WHAT TO PRODUCE = With pictures omitted, restate the data word for word.

GIVEN RECORDS =

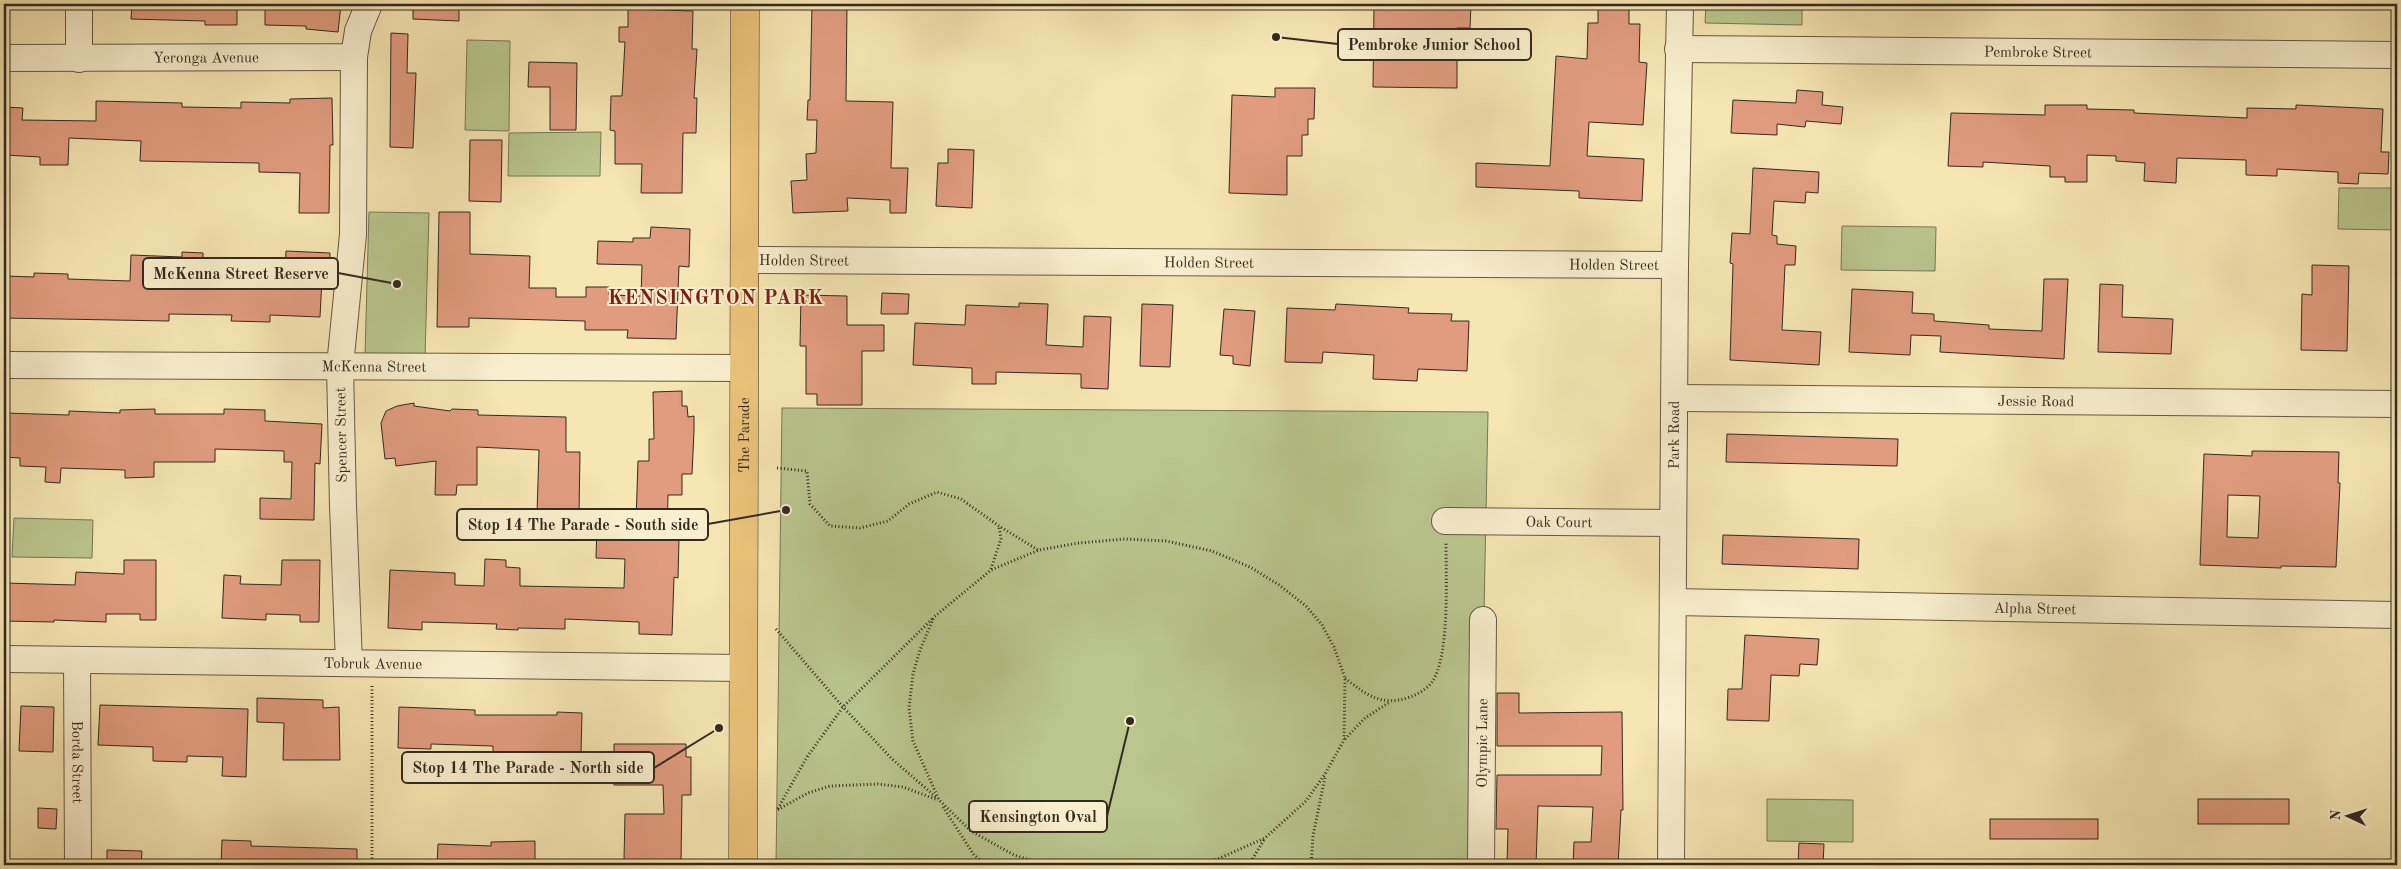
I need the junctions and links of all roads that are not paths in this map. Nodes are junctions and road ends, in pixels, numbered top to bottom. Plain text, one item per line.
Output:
1 (79, 4) edge
2 (369, 4) edge
3 (745, 4) edge
4 (1680, 4) edge
5 (1678, 49) junction
6 (2397, 55) edge
7 (354, 57) junction
8 (4, 58) edge
9 (78, 59) junction
10 (744, 260) junction
11 (1675, 265) junction
12 (4, 365) edge
13 (340, 366) junction
14 (744, 368) junction
15 (1676, 398) junction
16 (2397, 404) edge
17 (1446, 521) road end
18 (1673, 523) junction
19 (1673, 602) junction
20 (2397, 615) edge
21 (1483, 620) dead end
22 (4, 659) edge
23 (78, 660) junction
24 (361, 663) junction
25 (742, 668) junction
26 (78, 865) edge
27 (743, 865) edge
28 (1482, 865) edge
29 (1671, 865) edge

1 - 9 street
2 - 7 street
3 - 10 main road, The Parade
4 - 5 street, Park Road
5 - 6 street, Pembroke Street
5 - 11 street, Park Road
7 - 9 street, Yeronga Avenue
7 - 13 street, Spencer Street
8 - 9 street, Yeronga Avenue
10 - 11 street, Holden Street
10 - 14 main road, The Parade
11 - 15 street, Park Road
12 - 13 street, McKenna Street
13 - 14 street, McKenna Street
13 - 24 street, Spencer Street
14 - 25 main road, The Parade
15 - 16 street, Jessie Road
15 - 18 street, Park Road
17 - 18 street, Oak Court
18 - 19 street, Park Road
19 - 20 street, Alpha Street
19 - 29 street, Park Road
21 - 28 street, Olympic Lane
22 - 23 street, Tobruk Avenue
23 - 24 street, Tobruk Avenue
23 - 26 street, Borda Street
24 - 25 street, Tobruk Avenue
25 - 27 main road, The Parade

ANSWER SPACE =
I need the junctions and links of all roads that are not paths in this map. Nodes are junctions and road ends, in pixels, numbered top to bottom. Plain text, one item per line.
Output:
1 (79, 4) edge
2 (369, 4) edge
3 (745, 4) edge
4 (1680, 4) edge
5 (1678, 49) junction
6 (2397, 55) edge
7 (354, 57) junction
8 (4, 58) edge
9 (78, 59) junction
10 (744, 260) junction
11 (1675, 265) junction
12 (4, 365) edge
13 (340, 366) junction
14 (744, 368) junction
15 (1676, 398) junction
16 (2397, 404) edge
17 (1446, 521) road end
18 (1673, 523) junction
19 (1673, 602) junction
20 (2397, 615) edge
21 (1483, 620) dead end
22 (4, 659) edge
23 (78, 660) junction
24 (361, 663) junction
25 (742, 668) junction
26 (78, 865) edge
27 (743, 865) edge
28 (1482, 865) edge
29 (1671, 865) edge

1 - 9 street
2 - 7 street
3 - 10 main road, The Parade
4 - 5 street, Park Road
5 - 6 street, Pembroke Street
5 - 11 street, Park Road
7 - 9 street, Yeronga Avenue
7 - 13 street, Spencer Street
8 - 9 street, Yeronga Avenue
10 - 11 street, Holden Street
10 - 14 main road, The Parade
11 - 15 street, Park Road
12 - 13 street, McKenna Street
13 - 14 street, McKenna Street
13 - 24 street, Spencer Street
14 - 25 main road, The Parade
15 - 16 street, Jessie Road
15 - 18 street, Park Road
17 - 18 street, Oak Court
18 - 19 street, Park Road
19 - 20 street, Alpha Street
19 - 29 street, Park Road
21 - 28 street, Olympic Lane
22 - 23 street, Tobruk Avenue
23 - 24 street, Tobruk Avenue
23 - 26 street, Borda Street
24 - 25 street, Tobruk Avenue
25 - 27 main road, The Parade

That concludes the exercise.